Work item: I would like the listing below retyped exactly, line by line.

Materials provided:
☆ ☆ ☆ ☆
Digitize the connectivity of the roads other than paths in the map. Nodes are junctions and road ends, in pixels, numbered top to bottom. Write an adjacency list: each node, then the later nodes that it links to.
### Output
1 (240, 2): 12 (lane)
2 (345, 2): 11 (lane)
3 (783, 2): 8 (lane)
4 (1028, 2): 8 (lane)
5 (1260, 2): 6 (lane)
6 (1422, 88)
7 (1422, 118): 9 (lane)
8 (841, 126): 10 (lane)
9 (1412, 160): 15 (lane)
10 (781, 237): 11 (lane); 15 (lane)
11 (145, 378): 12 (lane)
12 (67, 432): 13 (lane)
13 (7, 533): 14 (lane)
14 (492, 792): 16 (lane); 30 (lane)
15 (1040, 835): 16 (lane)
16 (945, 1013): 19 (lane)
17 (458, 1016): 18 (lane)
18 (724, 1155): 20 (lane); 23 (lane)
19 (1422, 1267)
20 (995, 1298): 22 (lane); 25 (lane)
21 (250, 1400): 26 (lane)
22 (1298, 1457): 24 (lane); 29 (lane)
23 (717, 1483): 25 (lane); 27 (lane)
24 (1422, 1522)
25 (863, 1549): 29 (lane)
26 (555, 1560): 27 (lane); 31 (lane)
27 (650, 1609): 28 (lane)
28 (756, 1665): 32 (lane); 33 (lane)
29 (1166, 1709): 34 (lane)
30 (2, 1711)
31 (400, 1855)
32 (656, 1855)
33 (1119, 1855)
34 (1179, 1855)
☆ ☆ ☆ ☆
Output for this exercise:
Digitize the connectivity of the roads other than paths in the map. Nodes are junctions and road ends, in pixels, numbered top to bottom. Write an adjacency list: each node, then the later nodes that it links to.
### Output
1 (240, 2): 12 (lane)
2 (345, 2): 11 (lane)
3 (783, 2): 8 (lane)
4 (1028, 2): 8 (lane)
5 (1260, 2): 6 (lane)
6 (1422, 88)
7 (1422, 118): 9 (lane)
8 (841, 126): 10 (lane)
9 (1412, 160): 15 (lane)
10 (781, 237): 11 (lane); 15 (lane)
11 (145, 378): 12 (lane)
12 (67, 432): 13 (lane)
13 (7, 533): 14 (lane)
14 (492, 792): 16 (lane); 30 (lane)
15 (1040, 835): 16 (lane)
16 (945, 1013): 19 (lane)
17 (458, 1016): 18 (lane)
18 (724, 1155): 20 (lane); 23 (lane)
19 (1422, 1267)
20 (995, 1298): 22 (lane); 25 (lane)
21 (250, 1400): 26 (lane)
22 (1298, 1457): 24 (lane); 29 (lane)
23 (717, 1483): 25 (lane); 27 (lane)
24 (1422, 1522)
25 (863, 1549): 29 (lane)
26 (555, 1560): 27 (lane); 31 (lane)
27 (650, 1609): 28 (lane)
28 (756, 1665): 32 (lane); 33 (lane)
29 (1166, 1709): 34 (lane)
30 (2, 1711)
31 (400, 1855)
32 (656, 1855)
33 (1119, 1855)
34 (1179, 1855)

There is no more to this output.